Borrego Valley Groundwater Basin

Aquifers in CaliforniaSan Diego County, CaliforniaWater in CaliforniaAnza-Borrego Desert State Park
4 min read

The Borrego Valley groundwater basin is where the math becomes uncomfortable. From 1945 to 2010, groundwater levels in the northern valley dropped at a rate of up to two feet per year — a decline sustained across 65 years, driven by the agricultural and residential pumping that has supported a thriving desert economy. By 2015, the US Geological Survey estimated the annual overdraft at 13,000 acre-feet, roughly 4.2 billion gallons, equal to approximately 70 percent of the basin's total annual water use. The California Sustainable Groundwater Management Act now requires reducing yearly water consumption from 19,100 acre-feet down to 5,700 to achieve sustainability. That is not an adjustment. It is a transformation.

Three Aquifers Below the Valley

The 150,000-acre Borrego Valley sits atop three aquifers, stacked from surface to depth. The uppermost, composed of alluvial, fan, playa, and wind-blown deposits from the Holocene and Pleistocene epochs, is up to 1,000 feet thick at the northern end of the basin. This upper layer provides the main source of water for the valley — it is what the agricultural wells, golf course wells, and residential wells reach into when they pump. Beneath it lie the middle and lower aquifers, containing older Pleistocene continental deposits of consolidated sand, gravel, and boulders. The San Ysidro Mountains define the western boundary; to the east, the Coyote Creek and Superstition Mountain fault lines form the other edge. Coyote Creek flows into the valley toward Borrego Sink, where it recharges the aquifer when conditions allow.

Agriculture and Golf in the Desert

As of 2010, the Borrego Valley's water users divided roughly as follows: 50 wells serving agricultural purposes, 8 serving golf courses, and 14 serving residential users. Agriculture — primarily citrus orchards, groves, and vegetable farming in a valley that receives less than 5 inches of rain annually — accounts for the majority of consumption. The golf courses, which serve a resort community that has developed around Borrego Springs, add a separate and substantial demand. Both depend entirely on groundwater, because there is no imported water, no surface water supply, no Colorado River delivery system reaching the Borrego Valley. The basin is closed and isolated; what goes out from the aquifer comes back only through natural recharge — a slow process that cannot keep pace with current extraction rates.
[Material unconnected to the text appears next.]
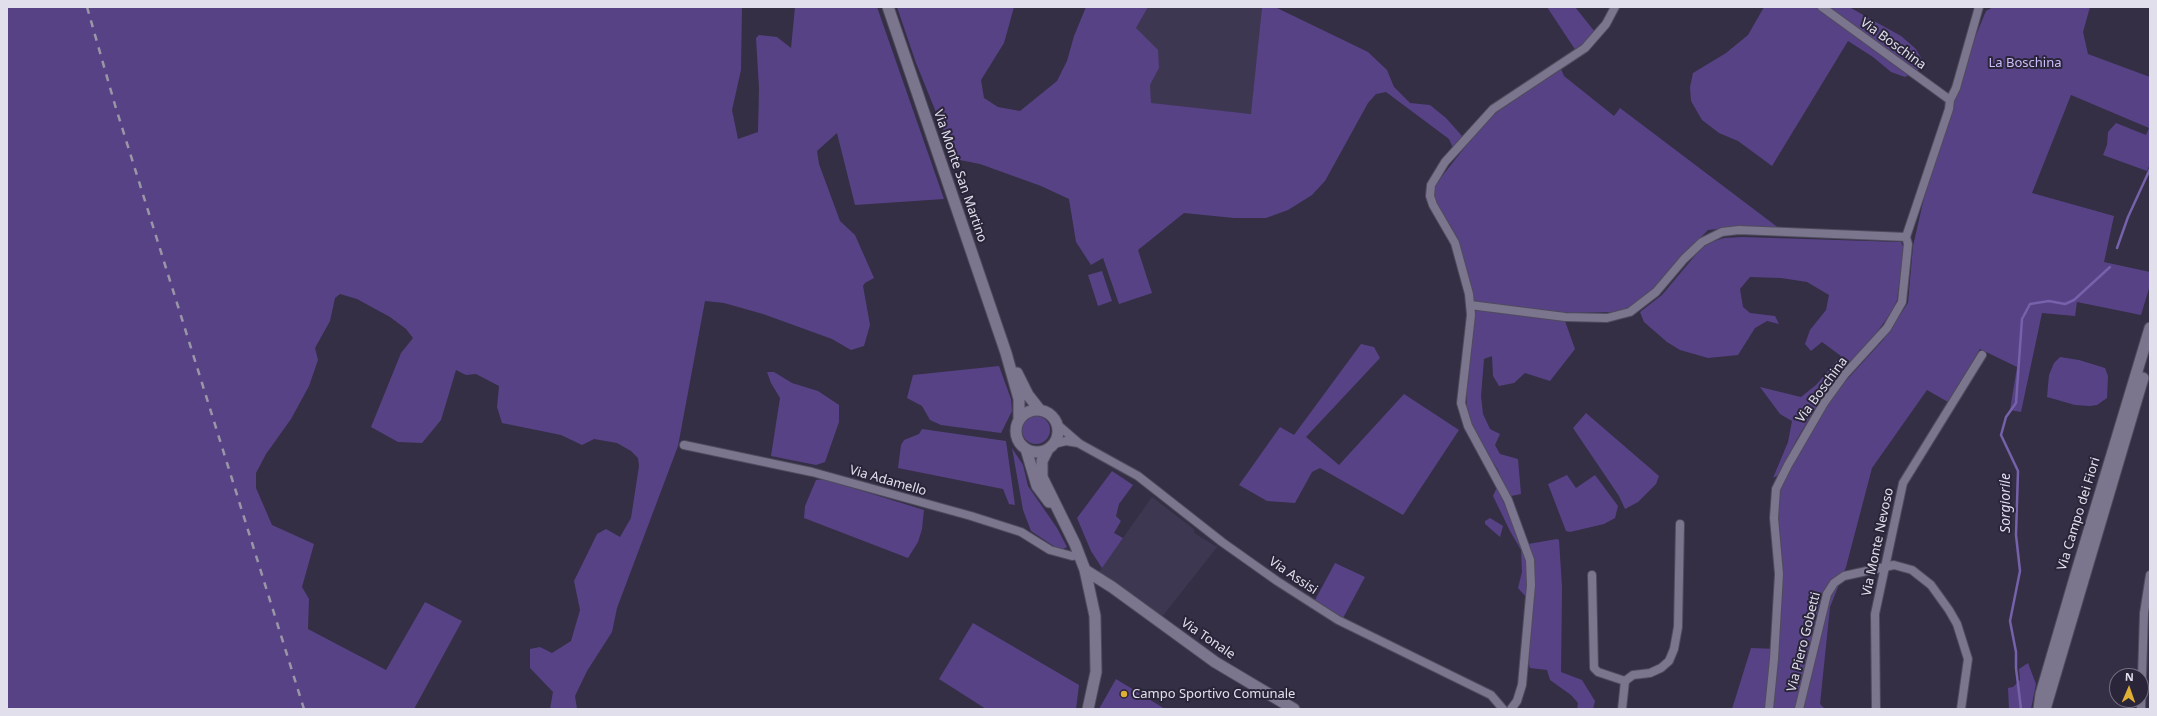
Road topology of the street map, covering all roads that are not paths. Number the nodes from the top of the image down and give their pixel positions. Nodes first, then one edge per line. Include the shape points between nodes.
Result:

The Decline That Numbers Document

The two-feet-per-year decline recorded from 1945 to 2010 accumulates, over 65 years, into a drop of more than 100 feet in groundwater levels in some parts of the northern basin. That means wells that worked at a certain depth in 1945 had to go much deeper by 2010, requiring more energy, more infrastructure, and more investment — costs that compound with the extraction itself. The Borrego Valley Hydrologic Model was developed to reconstruct historic conditions and understand how the aquifer has changed, providing the data foundation for management decisions. The state's classification of the basin as high priority under the Sustainable Groundwater Management Act triggered the requirement to form a Groundwater Sustainability Agency and develop a plan to end overdraft.

The Challenge of Reduction

Reducing annual water use from 19,100 to 5,700 acre-feet means cutting consumption by more than 70 percent. For a farming community, that scale of reduction is not a minor operational adjustment but a fundamental question about which operations continue and which do not. The Borrego Springs community has been working through these calculations in recent years, with agricultural landowners, resort operators, and residents all affected differently by any allocation scheme. Some farmland has already been fallowed as part of negotiated water use reductions. The Borrego Valley's challenge is a specific instance of a wider California and Western water story: the systems built on the assumption that groundwater was an unlimited resource now face the accumulated debt of decades of extraction from a bank that does not recharge fast enough to cover the withdrawals.

From the Air

The Borrego Valley Groundwater Basin underlies the Borrego Valley at approximately 33.162°N, 116.189°W in San Diego County, encompassing Borrego Springs and the surrounding desert valley. The basin covers roughly 240 square miles. From altitude, the flat valley floor is clearly visible, with Borrego Springs and its agricultural and resort development visible amid the desert landscape. Borrego Valley Airport (L08) provides the nearest airstrip. The mountain ranges surrounding the valley — the Santa Rosa Mountains to the north, the Vallecito Mountains to the south, and the San Ysidro Mountains to the east — are striking from altitude and help define the closed basin's geographic boundaries.